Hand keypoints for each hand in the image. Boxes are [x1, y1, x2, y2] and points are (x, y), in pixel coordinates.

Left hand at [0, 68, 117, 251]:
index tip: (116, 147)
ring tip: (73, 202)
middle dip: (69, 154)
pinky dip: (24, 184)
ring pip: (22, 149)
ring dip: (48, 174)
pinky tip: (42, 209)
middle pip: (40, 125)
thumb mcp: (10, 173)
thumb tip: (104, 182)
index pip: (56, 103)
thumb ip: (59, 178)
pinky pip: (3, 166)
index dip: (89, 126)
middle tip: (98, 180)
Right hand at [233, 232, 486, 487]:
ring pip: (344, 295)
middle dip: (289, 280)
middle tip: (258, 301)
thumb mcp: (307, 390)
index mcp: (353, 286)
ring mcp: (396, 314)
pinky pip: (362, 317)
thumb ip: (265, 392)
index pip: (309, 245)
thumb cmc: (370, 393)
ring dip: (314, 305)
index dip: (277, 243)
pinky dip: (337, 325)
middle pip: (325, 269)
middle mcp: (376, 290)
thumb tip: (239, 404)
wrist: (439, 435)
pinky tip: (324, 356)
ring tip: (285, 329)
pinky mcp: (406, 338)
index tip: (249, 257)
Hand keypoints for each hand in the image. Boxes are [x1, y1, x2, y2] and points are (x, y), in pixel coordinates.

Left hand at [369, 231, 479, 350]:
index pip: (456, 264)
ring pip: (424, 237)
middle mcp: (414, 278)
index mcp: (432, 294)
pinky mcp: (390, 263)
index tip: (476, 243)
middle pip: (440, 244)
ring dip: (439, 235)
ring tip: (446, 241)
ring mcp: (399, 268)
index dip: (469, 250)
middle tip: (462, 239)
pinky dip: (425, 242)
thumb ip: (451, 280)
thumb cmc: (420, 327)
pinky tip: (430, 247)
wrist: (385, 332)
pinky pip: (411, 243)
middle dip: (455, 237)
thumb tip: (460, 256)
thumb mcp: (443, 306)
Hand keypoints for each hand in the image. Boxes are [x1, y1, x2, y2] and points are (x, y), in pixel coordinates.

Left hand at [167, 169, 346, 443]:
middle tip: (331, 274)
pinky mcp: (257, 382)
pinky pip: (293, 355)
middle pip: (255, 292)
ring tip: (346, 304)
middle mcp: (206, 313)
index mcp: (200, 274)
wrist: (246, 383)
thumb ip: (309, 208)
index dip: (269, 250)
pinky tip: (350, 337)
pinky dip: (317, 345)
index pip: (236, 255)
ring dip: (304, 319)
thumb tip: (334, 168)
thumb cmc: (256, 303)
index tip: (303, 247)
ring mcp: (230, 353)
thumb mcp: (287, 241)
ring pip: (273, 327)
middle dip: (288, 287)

******

### WHAT YOU WILL DO
With the line that has "index tip: (476, 243)" as the first and the line that has "pinky pip: (411, 243)" as the last, repeat exactly that run of lines above and no more.

### FINISHED TASK
index tip: (476, 243)
middle pip: (440, 244)
ring dip: (439, 235)
ring tip: (446, 241)
ring mcp: (399, 268)
index dip: (469, 250)
middle tip: (462, 239)
pinky dip: (425, 242)
thumb ip: (451, 280)
thumb cmc: (420, 327)
pinky tip: (430, 247)
wrist: (385, 332)
pinky pip: (411, 243)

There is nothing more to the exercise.